I do not intend to disparage Peter. Peter was an Apostle. I only point out the absurdity of Rome’s logic. It is Rome that errors. We err when we elevate men. Christ is head of the Church. It was not Peter. Nor is it the Pope.

Peter addressed the elephant in the room. They all knew Judas. They all considered Judas a friend. Jesus had trusted Judas. He was even the treasurer for the group. Jesus even called Judas a friend. Judas betrayed their trust. He betrayed their Lord. There is no doubt this betrayal disturbed them.

Peter said Judas fell headlong and his guts gusted out. Matthew wrote Judas “hanged himself” (Matthew 27:5). It appears during or soon after hanging, his body fell to the ground and broke open.

Peter reminded the 10, they should not let Judas’ betrayal trouble them. It may seem strange that Jesus would choose someone He knew would betray Him. Jesus allowed this traitor into His inner circle. Why? Scriptures were to be fulfilled. Rather than a source of trouble, this was to be a source of assurance. This should strengthen their faith.

Luke provides a summary of Peter’s address. It appears Peter recounted the betrayal and resulting events with Judas. Judas had received all the rewards he was going to get. And then he died. Peter reminded them that they were to replace Judas. He referred to Psalm 109:8.

Today there are those who claim apostleship. Peter outlines in clear terms the requirements of an apostle. These are 1) taught by Christ Himself; 2) witness to the resurrection; 3) called by God. Some object. Many claimed Paul did not meet these requirements. Paul labors in Galatians 1 how he met each of these requirements. God called him. Christ taught him. He saw the resurrected Christ.

There are people who call themselves apostles today. But none of these so-called apostles meet any of the requirements for apostleship.

There were two who met the first two requirements, Joseph and Matthias. But God only called one. The apostles did not choose the successor to Judas. This was not a democratic process. The entire Church did not vote. Nor was the church given veto rights. The choice was God’s. It was God’s alone. They trusted in God’s providence.

They cast lots to determine who took Judas’ place. Many see this as superstitious. Those who believe this do so out of either superstition or ignorance. Everything men touch they corrupt. Men do cast lots in superstition. They cast lots to divine things that are not theirs to know. They try to determine the future. When they use lots for that purpose, it is pure evil. The thing itself is not corrupt. The corruption comes from how men use it.

The way Luke described Joseph, showed they held him in high regard. Luke gave Joseph’s two other names, Barsabbas and Justus. Giving his 3 names shows respect. It is even probable the other apostles preferred him. But he was not preferred by God.

God often passes over men whom we believe are the best choice. We do not earn favor with God. He gives His grace and mercy as He deems fitting. God’s grace is not earned.
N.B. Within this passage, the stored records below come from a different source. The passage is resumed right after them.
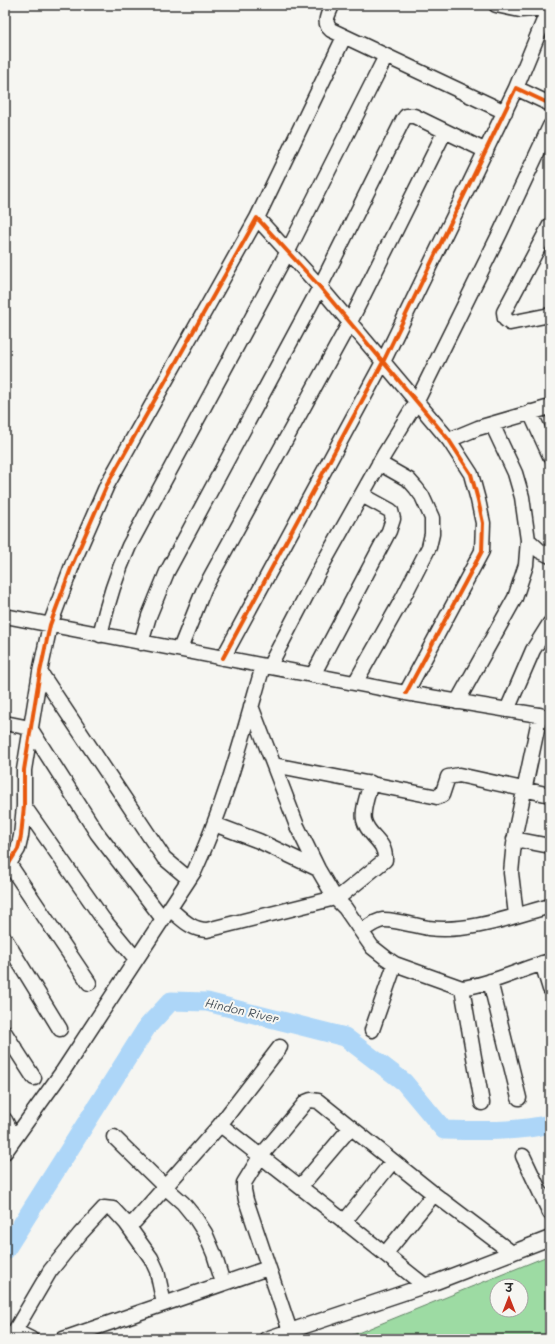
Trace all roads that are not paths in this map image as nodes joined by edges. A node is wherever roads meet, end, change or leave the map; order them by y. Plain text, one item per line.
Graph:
1 (332, 5) edge
2 (496, 5) edge
3 (549, 8) edge
4 (344, 37) junction
5 (386, 56) junction
6 (516, 88) junction
7 (550, 104) edge
8 (505, 112) junction
9 (550, 126) edge
10 (445, 131) junction
11 (486, 151) junction
12 (257, 218) junction
13 (550, 225) edge
14 (288, 251) junction
15 (320, 287) junction
16 (550, 315) edge
17 (350, 322) junction
18 (383, 362) junction
19 (417, 402) junction
20 (550, 406) edge
21 (530, 412) junction
22 (492, 424) junction
23 (449, 440) junction
24 (550, 456) edge
25 (379, 463) junction
26 (362, 495) junction
27 (528, 540) junction
28 (550, 556) edge
29 (5, 616) edge
30 (550, 623) edge
31 (50, 625) junction
32 (100, 635) junction
33 (141, 643) junction
34 (180, 649) junction
35 (222, 658) junction
36 (266, 666) junction
37 (40, 672) junction
38 (313, 676) junction
39 (355, 683) junction
40 (406, 693) junction
41 (457, 702) junction
42 (251, 706) junction
43 (507, 710) junction
44 (545, 716) edge
45 (5, 723) edge
46 (30, 728) junction
47 (274, 765) junction
48 (371, 783) junction
49 (524, 790) junction
50 (550, 795) edge
51 (24, 806) junction
52 (214, 824) junction
53 (514, 839) junction
54 (550, 846) edge
55 (7, 867) edge
56 (318, 869) junction
57 (189, 879) junction
58 (335, 898) junction
59 (550, 906) edge
60 (166, 914) junction
61 (516, 915) junction
62 (362, 931) junction
63 (5, 939) edge
64 (136, 959) junction
65 (546, 962) edge
66 (396, 964) junction
67 (490, 981) junction
68 (89, 983) dead end
69 (462, 988) junction
70 (550, 989) edge
71 (60, 1029) dead end
72 (372, 1030) dead end
73 (5, 1033) edge
74 (280, 1047) dead end
75 (34, 1078) dead end
76 (519, 1098) dead end
77 (482, 1103) dead end
78 (219, 1126) junction
79 (351, 1127) junction
80 (114, 1137) dead end
81 (5, 1152) edge
82 (523, 1156) dead end
83 (260, 1157) junction
84 (393, 1161) junction
85 (165, 1187) junction
86 (300, 1187) junction
87 (434, 1194) junction
88 (550, 1213) edge
89 (344, 1222) junction
90 (126, 1223) junction
91 (550, 1238) edge
92 (512, 1253) junction
93 (384, 1254) junction
94 (268, 1268) junction
95 (223, 1283) junction
96 (425, 1286) junction
97 (164, 1304) junction
98 (290, 1331) junction
99 (13, 1335) edge
100 (31, 1339) edge
101 (63, 1339) edge
102 (266, 1339) edge

1 - 4 street
2 - 3 street
3 - 6 street
4 - 5 street
4 - 12 street
5 - 8 street
5 - 14 street
6 - 7 street
6 - 8 street
8 - 11 street
9 - 19 street
10 - 11 street
10 - 15 street
10 - 17 street
11 - 18 street
12 - 14 street
12 - 31 street
13 - 16 street
14 - 15 street
14 - 32 street
15 - 17 street
15 - 33 street
17 - 18 street
17 - 34 street
18 - 19 street
18 - 35 street
19 - 23 street
19 - 25 street
20 - 21 street
21 - 22 street
21 - 24 street
22 - 23 street
22 - 27 street
23 - 40 street
25 - 26 street
25 - 39 street
26 - 36 street
26 - 38 street
27 - 28 street
27 - 41 street
29 - 31 street
30 - 43 street
31 - 32 street
31 - 37 street
32 - 33 street
33 - 34 street
34 - 35 street
35 - 36 street
36 - 38 street
36 - 42 street
37 - 46 street
37 - 57 street
38 - 39 street
39 - 40 street
40 - 41 street
41 - 43 street
42 - 47 street
42 - 52 street
43 - 44 street
44 - 49 street
45 - 46 street
46 - 51 street
46 - 60 street
47 - 48 street
47 - 56 street
48 - 49 street
48 - 58 street
49 - 50 street
49 - 53 street
51 - 55 street
51 - 64 street
52 - 56 street
52 - 57 street
53 - 54 street
53 - 61 street
55 - 68 street
56 - 58 street
57 - 60 street
58 - 60 street
58 - 62 street
59 - 61 street
60 - 64 street
61 - 62 street
62 - 66 street
63 - 71 street
64 - 81 street
65 - 67 street
65 - 70 street
66 - 69 street
66 - 72 street
67 - 69 street
67 - 76 street
69 - 77 street
73 - 75 street
74 - 78 street
78 - 83 street
78 - 85 street
79 - 83 street
79 - 84 street
79 - 86 street
80 - 85 street
82 - 88 street
83 - 86 street
83 - 94 street
84 - 87 street
84 - 89 street
85 - 90 street
85 - 95 street
86 - 89 street
87 - 92 street
87 - 93 street
89 - 93 street
90 - 97 street
90 - 99 street
91 - 92 street
92 - 96 street
93 - 96 street
94 - 95 street
94 - 98 street
95 - 97 street
96 - 98 street
97 - 101 street
98 - 102 street
99 - 100 street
God grants it.

God shows mercy on those He has determined to show mercy. It is His mercy, not our works. (Exodus 33:19, Romans 9:15,18) Praise be to God.

2 thoughts on “Acts 1: 12 – 26”

  1. How do you think Joseph (Barsabbas) felt? Hurt? Rejected? Not good enough? And how do you deal with it?
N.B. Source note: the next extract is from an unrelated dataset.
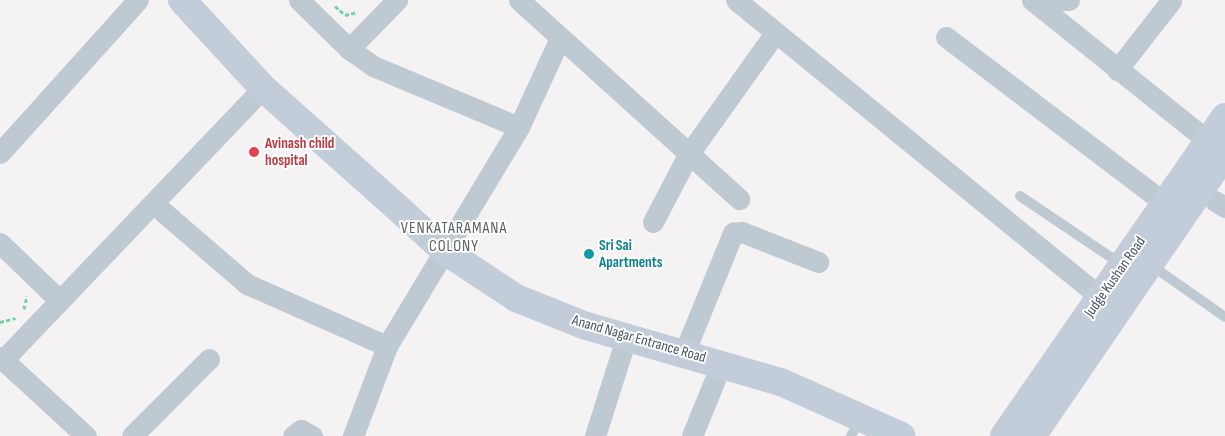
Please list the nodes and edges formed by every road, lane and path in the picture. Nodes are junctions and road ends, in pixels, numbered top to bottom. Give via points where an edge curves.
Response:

    1. Interesting, I think Joseph was just fine with it. He trusted in God’s providence. When you are not selected for a role, trust in God’s providence. As a personal example, I really want to be a pastor. But every time I start moving in that direction God reminds me I am not called to the pastorate. I am called to teach. But I am not called to pastor. We need to learn to trust in God’s providence. We need to seek His will not our own. Of course, that is easier said than done.